* To do:
Beginning with the first line below, please restate each line exactly, down to and including the line containing "middle mcp: (382, 325)".

* Pose landmark coordinates:
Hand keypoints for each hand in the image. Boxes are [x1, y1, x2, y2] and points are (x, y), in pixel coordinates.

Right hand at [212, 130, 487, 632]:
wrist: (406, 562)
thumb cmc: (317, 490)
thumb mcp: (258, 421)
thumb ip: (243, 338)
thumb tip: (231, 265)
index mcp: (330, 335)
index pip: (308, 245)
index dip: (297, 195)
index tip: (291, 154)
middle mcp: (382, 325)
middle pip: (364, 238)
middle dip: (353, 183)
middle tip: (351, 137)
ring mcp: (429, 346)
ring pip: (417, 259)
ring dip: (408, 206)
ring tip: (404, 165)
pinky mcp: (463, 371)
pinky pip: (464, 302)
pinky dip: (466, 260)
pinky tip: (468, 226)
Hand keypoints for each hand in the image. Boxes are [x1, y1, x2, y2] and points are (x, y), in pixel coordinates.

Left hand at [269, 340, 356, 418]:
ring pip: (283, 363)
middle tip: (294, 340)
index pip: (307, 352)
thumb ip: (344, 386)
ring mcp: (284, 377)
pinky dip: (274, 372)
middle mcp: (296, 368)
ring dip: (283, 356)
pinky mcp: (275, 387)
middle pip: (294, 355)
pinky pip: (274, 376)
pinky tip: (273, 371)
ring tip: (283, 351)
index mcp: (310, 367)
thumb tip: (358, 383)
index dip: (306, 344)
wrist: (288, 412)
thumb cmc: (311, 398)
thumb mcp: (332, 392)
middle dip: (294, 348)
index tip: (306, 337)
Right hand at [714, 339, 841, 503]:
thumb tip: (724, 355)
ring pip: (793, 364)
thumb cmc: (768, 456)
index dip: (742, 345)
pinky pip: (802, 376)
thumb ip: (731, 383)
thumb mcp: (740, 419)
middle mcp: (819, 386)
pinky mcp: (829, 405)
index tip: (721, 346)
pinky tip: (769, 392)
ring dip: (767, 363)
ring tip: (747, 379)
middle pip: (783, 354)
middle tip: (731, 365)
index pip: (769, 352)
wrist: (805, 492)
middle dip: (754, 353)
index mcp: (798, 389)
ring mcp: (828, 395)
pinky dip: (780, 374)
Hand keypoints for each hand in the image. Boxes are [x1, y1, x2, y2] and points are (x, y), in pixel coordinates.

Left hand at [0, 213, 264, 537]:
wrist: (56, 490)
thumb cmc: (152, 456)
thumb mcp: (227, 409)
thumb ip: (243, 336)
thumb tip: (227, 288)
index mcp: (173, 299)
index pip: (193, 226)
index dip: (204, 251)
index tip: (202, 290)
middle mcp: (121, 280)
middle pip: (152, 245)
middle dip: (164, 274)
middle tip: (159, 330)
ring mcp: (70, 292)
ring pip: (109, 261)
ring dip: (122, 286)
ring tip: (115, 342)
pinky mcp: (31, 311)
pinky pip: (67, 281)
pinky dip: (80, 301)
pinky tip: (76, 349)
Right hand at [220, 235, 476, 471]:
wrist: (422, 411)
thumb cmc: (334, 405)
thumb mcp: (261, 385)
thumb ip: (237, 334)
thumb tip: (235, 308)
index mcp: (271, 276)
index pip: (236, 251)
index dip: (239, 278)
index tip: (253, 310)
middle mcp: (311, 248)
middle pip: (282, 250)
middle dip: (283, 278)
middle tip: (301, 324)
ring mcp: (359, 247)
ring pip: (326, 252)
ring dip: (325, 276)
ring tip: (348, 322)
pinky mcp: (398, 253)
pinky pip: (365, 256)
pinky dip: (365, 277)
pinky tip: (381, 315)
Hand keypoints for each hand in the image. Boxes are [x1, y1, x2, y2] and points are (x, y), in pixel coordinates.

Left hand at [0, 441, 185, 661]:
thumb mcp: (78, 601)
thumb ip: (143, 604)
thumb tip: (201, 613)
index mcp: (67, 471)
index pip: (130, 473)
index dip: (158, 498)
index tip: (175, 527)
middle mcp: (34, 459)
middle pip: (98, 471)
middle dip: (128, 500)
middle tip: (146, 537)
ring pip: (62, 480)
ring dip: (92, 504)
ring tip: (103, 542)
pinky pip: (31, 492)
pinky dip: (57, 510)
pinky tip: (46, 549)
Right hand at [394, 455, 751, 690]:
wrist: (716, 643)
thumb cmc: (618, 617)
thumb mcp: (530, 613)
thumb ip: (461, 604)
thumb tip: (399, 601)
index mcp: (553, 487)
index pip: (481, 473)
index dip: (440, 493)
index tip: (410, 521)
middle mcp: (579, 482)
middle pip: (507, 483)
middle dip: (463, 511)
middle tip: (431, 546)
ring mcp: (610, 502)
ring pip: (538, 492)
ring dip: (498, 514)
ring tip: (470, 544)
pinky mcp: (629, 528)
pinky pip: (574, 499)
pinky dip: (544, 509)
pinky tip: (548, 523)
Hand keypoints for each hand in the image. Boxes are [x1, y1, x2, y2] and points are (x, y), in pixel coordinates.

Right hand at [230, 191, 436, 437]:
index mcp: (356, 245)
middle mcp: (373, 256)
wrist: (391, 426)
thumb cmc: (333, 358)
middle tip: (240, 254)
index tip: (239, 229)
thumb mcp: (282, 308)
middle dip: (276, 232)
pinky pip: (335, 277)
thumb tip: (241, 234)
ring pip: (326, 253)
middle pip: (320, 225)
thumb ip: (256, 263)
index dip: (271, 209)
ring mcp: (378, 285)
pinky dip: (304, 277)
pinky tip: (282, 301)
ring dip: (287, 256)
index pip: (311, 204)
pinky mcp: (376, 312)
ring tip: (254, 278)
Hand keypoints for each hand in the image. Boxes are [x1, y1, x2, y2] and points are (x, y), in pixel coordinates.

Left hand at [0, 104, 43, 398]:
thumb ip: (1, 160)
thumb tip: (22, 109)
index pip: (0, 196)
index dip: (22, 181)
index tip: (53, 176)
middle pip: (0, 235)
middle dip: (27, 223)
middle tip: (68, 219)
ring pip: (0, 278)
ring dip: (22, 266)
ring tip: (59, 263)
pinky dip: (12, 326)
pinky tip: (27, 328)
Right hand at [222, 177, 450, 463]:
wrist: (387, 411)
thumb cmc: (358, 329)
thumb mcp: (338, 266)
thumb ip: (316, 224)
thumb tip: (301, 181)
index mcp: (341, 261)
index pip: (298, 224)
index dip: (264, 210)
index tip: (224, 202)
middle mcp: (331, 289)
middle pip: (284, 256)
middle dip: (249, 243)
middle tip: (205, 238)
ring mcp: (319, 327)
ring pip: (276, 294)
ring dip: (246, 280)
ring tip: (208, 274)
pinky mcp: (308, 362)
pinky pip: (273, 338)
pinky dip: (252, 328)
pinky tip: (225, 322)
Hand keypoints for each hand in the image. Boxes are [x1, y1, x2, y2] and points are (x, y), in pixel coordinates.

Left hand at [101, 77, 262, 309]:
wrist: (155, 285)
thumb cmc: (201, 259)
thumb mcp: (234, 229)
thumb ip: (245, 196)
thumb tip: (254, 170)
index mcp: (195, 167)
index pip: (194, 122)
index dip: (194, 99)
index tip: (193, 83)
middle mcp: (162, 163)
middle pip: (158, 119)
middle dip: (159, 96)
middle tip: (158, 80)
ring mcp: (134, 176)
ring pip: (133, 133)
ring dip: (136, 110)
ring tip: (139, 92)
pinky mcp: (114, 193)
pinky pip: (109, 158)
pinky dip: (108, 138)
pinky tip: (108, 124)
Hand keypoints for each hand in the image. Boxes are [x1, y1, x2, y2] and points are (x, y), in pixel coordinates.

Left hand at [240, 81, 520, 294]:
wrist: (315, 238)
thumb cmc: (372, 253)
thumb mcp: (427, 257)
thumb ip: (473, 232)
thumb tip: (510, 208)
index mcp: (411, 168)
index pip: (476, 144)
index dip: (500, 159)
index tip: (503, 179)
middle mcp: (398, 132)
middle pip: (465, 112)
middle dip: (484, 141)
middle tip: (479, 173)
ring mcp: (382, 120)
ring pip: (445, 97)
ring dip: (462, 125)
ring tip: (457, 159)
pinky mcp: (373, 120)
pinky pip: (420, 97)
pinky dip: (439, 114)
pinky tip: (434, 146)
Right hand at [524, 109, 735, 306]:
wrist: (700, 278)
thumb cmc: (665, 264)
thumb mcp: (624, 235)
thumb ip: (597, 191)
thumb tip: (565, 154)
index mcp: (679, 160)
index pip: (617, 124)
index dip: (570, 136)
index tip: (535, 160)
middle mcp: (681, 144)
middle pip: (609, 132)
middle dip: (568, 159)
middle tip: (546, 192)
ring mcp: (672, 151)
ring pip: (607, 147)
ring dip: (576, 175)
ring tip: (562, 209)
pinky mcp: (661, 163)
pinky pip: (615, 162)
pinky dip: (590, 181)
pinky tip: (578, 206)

* Exercise response:
Hand keypoints for each hand in the image. Boxes are [x1, y1, x2, y2] and points are (x, y), in pixel coordinates.

Right hand at [212, 130, 487, 632]:
wrist: (406, 562)
thumb cmc: (317, 490)
thumb mcp: (258, 421)
thumb ip: (243, 338)
thumb tip: (231, 265)
index mcp: (330, 335)
index pip: (308, 245)
index dip: (297, 195)
index tip: (291, 154)
middle mcp: (382, 325)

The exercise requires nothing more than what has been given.